*Goal of the exercise*. Look through the data below. Pick out the lines holding the string "points".
Data records START
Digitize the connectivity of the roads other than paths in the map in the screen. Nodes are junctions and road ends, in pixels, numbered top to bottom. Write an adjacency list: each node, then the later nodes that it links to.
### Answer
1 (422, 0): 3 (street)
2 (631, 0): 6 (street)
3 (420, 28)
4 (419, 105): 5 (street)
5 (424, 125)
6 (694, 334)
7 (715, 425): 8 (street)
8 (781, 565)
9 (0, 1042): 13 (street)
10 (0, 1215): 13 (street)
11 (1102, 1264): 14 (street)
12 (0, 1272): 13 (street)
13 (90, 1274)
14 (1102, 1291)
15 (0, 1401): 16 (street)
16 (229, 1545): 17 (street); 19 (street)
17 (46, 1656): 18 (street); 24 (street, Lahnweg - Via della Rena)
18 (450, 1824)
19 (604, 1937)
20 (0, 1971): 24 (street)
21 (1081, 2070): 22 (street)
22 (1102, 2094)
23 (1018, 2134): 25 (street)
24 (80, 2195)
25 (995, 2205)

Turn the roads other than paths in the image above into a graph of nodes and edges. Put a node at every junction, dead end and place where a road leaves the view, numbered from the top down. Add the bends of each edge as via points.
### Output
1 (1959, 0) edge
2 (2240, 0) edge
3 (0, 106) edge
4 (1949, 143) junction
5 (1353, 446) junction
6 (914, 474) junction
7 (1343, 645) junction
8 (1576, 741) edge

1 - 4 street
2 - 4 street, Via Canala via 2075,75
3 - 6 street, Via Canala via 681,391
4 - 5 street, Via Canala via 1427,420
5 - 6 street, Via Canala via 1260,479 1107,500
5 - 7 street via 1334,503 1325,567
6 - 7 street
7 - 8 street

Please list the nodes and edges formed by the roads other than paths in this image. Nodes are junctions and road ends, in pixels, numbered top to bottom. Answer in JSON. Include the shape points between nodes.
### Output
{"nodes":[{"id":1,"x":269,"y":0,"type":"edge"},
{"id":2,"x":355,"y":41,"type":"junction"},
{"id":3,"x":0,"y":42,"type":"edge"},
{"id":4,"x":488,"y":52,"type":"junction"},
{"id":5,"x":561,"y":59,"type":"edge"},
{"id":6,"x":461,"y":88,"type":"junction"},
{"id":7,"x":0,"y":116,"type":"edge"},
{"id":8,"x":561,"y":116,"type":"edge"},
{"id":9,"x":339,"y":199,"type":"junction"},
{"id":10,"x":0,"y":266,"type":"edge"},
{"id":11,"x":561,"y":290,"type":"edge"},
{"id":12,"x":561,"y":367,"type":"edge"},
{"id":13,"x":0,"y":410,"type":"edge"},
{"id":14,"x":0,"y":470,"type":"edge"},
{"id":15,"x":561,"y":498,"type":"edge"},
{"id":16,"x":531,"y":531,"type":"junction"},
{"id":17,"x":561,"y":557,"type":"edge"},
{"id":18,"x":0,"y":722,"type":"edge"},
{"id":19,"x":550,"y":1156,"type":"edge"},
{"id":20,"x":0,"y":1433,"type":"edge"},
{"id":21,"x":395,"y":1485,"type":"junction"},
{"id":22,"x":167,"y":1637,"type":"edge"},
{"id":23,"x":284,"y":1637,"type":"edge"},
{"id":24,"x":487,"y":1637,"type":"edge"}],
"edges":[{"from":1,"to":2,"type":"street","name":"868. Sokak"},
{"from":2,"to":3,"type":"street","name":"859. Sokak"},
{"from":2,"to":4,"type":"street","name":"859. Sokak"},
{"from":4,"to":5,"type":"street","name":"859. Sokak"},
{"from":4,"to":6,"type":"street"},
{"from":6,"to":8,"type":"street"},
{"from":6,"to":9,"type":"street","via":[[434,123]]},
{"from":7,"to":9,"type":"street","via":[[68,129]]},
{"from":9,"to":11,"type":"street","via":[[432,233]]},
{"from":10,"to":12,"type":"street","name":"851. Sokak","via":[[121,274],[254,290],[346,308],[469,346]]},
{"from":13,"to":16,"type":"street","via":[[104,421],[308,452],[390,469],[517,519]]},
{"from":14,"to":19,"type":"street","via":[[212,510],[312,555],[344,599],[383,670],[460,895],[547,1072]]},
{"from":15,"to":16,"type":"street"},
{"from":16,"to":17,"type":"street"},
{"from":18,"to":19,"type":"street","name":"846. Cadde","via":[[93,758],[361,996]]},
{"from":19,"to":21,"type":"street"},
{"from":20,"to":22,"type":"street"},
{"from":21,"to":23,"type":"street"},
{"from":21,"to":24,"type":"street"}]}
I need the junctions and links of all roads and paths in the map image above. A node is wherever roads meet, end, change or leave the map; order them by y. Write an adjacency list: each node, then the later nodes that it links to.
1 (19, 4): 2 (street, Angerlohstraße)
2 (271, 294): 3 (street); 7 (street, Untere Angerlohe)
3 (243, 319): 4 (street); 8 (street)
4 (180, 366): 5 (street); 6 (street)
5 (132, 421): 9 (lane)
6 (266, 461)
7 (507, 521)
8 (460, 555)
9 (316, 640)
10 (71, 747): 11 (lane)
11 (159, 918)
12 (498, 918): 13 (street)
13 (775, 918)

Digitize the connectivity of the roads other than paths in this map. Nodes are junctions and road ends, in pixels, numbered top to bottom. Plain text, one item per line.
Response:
Data records END
*Answer space*.
Turn the roads other than paths in the image above into a graph of nodes and edges. Put a node at every junction, dead end and place where a road leaves the view, numbered from the top down. Add the bends of each edge as via points.
Please list the nodes and edges formed by the roads other than paths in this image. Nodes are junctions and road ends, in pixels, numbered top to bottom. Answer in JSON. Include the shape points between nodes.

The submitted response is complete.